The Tax Court disallowed a former government employee's foreign earned income exclusion related to income earned in various countries under personal service contracts with the U.S. Department of State, Bureau of Overseas Buildings Operations (OBO), determining that the taxpayer was an employee of the OBO rather than an independent contractor and was thus not entitled to the exclusion. The Tax Court did, however, find that it was reasonable for the taxpayer to believe he was not an employee of OBO, and it waived accuracy-related penalties.
Alfred S. Co, a mechanical engineer, provided engineering services from 2007 until 2012 exclusively to OBO for several projects in various foreign countries. Co provided these services under two personal service contracts, which defined his duties, scope of work, and the evaluation process. During the years in question, 2009 through 2011, Co worked under the direct supervision of an OBO project manager. He was not permitted to work for others and did not offer his services to the public. OBO determined in which countries Co would work and when he would be sent there. In addition, Co received an annual salary for his services and was obligated to work a 40-hour workweek, submitting time sheets to OBO, which were approved by his supervisor. Although Co provided his own air conditioning temperature gauge and a welding gauge, OBO provided all other equipment.
Co elected the foreign earned income exclusion for each of the years in question, which the IRS disallowed and assessed accuracy-related penalties on the underpayment amounts.
The United States taxes its citizens on their income irrespective of where it is earned. Under Sec. 911(a), a "qualified individual" may exclude foreign earned income from gross income. However, under Sec. 911(b)(1)(B)(ii), foreign earned income does not include amounts "paid by the United States or an agency thereof to an employee of the United States or an agency thereof." Thus, Co's ability to use the foreign earned income exclusion depended on whether he was an employee of OBO during the years in question or was, instead, an independent contractor.
Whether an individual is an employee is based on common law rules, and the Tax Court has used seven factors in determining whether an employee-employer relationship exists under these rules. Analyzing Co's situation using these seven factors, the Tax Court concluded that Co was OBO's employee.
Degree of control. Control is considered the most important of the seven factors, and the Tax Court has called it the "master test" for determining the nature of a working relationship. During the years at issue, OBO determined the taxpayer's responsibilities and supervised his performance, requiring daily and monthly reports. Further, OBO determined Co's hours, set his work schedule, and determined his salary as well as his annual leave, sick leave, and home leave. These facts indicated to the Tax Court that OBO exercised substantial control over the taxpayer and that Co was an employee.
Investment in facilities. Although the taxpayer provided his own temperature and welding gauges, this investment did not involve a risk of financial loss, since he could keep these purchased tools at the end of his employment with OBO. OBO provided the taxpayer with a government-furnished residence, training services, and other supplies. The Tax Court found that this factor was neutral.
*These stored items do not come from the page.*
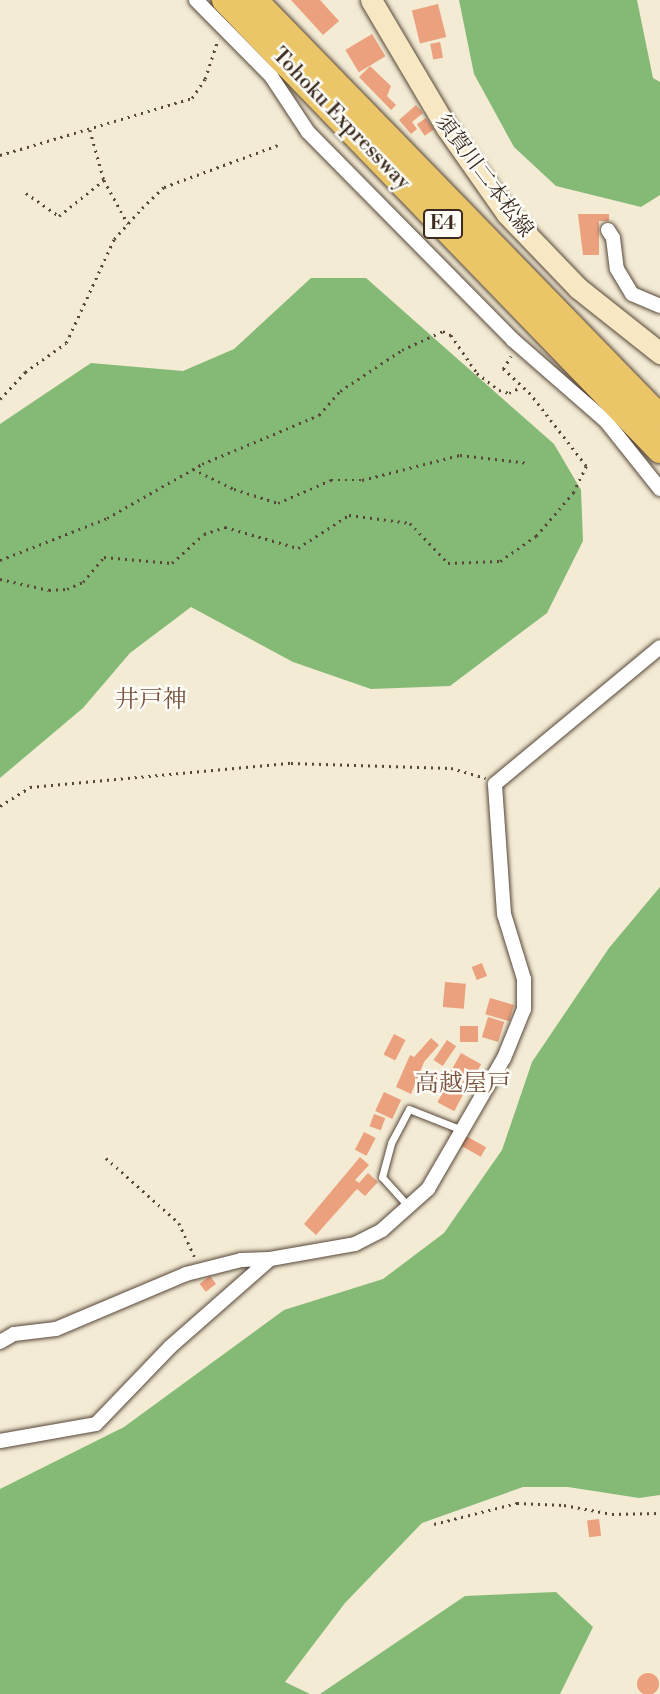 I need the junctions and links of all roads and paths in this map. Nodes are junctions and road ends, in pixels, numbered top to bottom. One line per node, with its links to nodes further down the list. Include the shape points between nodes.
1 (196, 0): 4 (street)
2 (254, 0): 17 (highway, Tohoku Expressway / E4)
3 (371, 0): 14 (main road, 須賀川二本松線, via 446,127 507,214 578,288)
4 (224, 13): 5 (path, via 205,79 192,98); 13 (street, via 309,132); 18 (highway, Tohoku Expressway / E4)
5 (90, 130): 7 (path); 8 (path)
6 (278, 145): 10 (path, via 164,187)
7 (0, 155)
8 (104, 180): 9 (path, via 59,216); 10 (path)
9 (26, 193)
10 (128, 224): 16 (path, via 94,278 66,343 25,372)
11 (608, 230): 12 (street, via 617,269 632,293)
12 (660, 306)
13 (521, 347): 15 (path, via 503,369); 21 (street, via 606,421)
14 (660, 353)
15 (521, 387): 20 (path, via 509,393 499,390 477,373 451,335 443,331 402,350 351,384 319,415); 23 (path, via 586,471 536,536 500,561 449,563 410,523 349,515 298,548 225,527 204,534 172,563 104,557 83,582 67,589 49,590)
16 (0, 399)
17 (660, 418)
18 (660, 450)
19 (529, 463): 20 (path, via 460,455 362,480 331,480 278,502 234,489)
20 (193, 468): 22 (path, via 107,518)
21 (660, 489)
22 (0, 560)
23 (0, 579)
24 (660, 647): 25 (street)
25 (495, 784): 26 (path, via 451,768 291,763 30,787); 27 (street, via 505,915 524,979 524,1009 504,1058)
26 (0, 806)
27 (462, 1130): 29 (street, via 428,1189); 29 (lane, via 409,1109 391,1143 382,1177)
28 (106, 1158): 31 (path, via 179,1223 195,1253)
29 (409, 1208): 30 (street, via 355,1244)
30 (270, 1259): 31 (street, via 241,1260); 33 (street, via 170,1347 96,1424)
31 (195, 1272): 32 (street, via 55,1329 14,1334)
32 (0, 1342)
33 (0, 1441)
34 (660, 1513): 35 (path, via 612,1514 517,1503)
35 (434, 1524)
Opportunity for profit or risk of loss. Co was paid biweekly based on his annual salary rate, which was determined in advance based on a Foreign Service Scale. OBO did not pay him based on performance or project completion, and he made no investment in the buildings he inspected. The Tax Court found that this factor indicated Co was an employee.
Right to discharge. OBO had the right to end the personal service contract with the taxpayer at any time for cause or with 30 days' advance notice. The Tax Court found that this factor weighed in favor of finding that the taxpayer was an employee.
Integral part of regular business. Co served as a mechanical engineer on OBO's construction projects. The Tax Court found that this work was in the scope of OBO's regular business, and, thus, this factor indicated that the taxpayer was an employee.
Permanency of relationship. An employment relationship is generally a continuing relationship, while a temporary relationship may indicate that one is an independent contractor. The relationship between OBO and the taxpayer appeared to be intended as permanent rather than temporary. Co worked exclusively for OBO for five years, was required to perform his services personally, and did not offer his services to the public or perform services for anyone other than OBO during the time in question. The Tax Court determined that this factor indicated that the taxpayer was an employee.
Relationship contemplated by the parties. OBO provided Co with Forms W-2 and withheld federal income taxes and FICA taxes from his pay. OBO also paid FICA taxes on his behalf. However, Co personally believed that he was not an employee of OBO. Overall, the Tax Court concluded this factor was neutral.
Based on the evidence presented, the Tax Court determined that the taxpayer was an employee of OBO during the years under review and was not entitled to the foreign earned income exclusion. However, the Tax Court also determined that it was reasonable for the taxpayer to believe that he was not an employee of OBO, given the difficulty in applying the common law employee test and his lack of background in accounting, finance, or tax. Further, the taxpayer testified that an IRS auditor had informed him in a previous audit that he was entitled to claim the foreign earned income exclusion in previous years (2007 and 2008). Thus, the court determined that the taxpayer was not liable for accuracy-related penalties.
- Co, T.C. Memo. 2016-19
—By Beth Howard, CPA, Ph.D., associate professor of accounting, Tennessee Technological University, Cookeville, Tenn.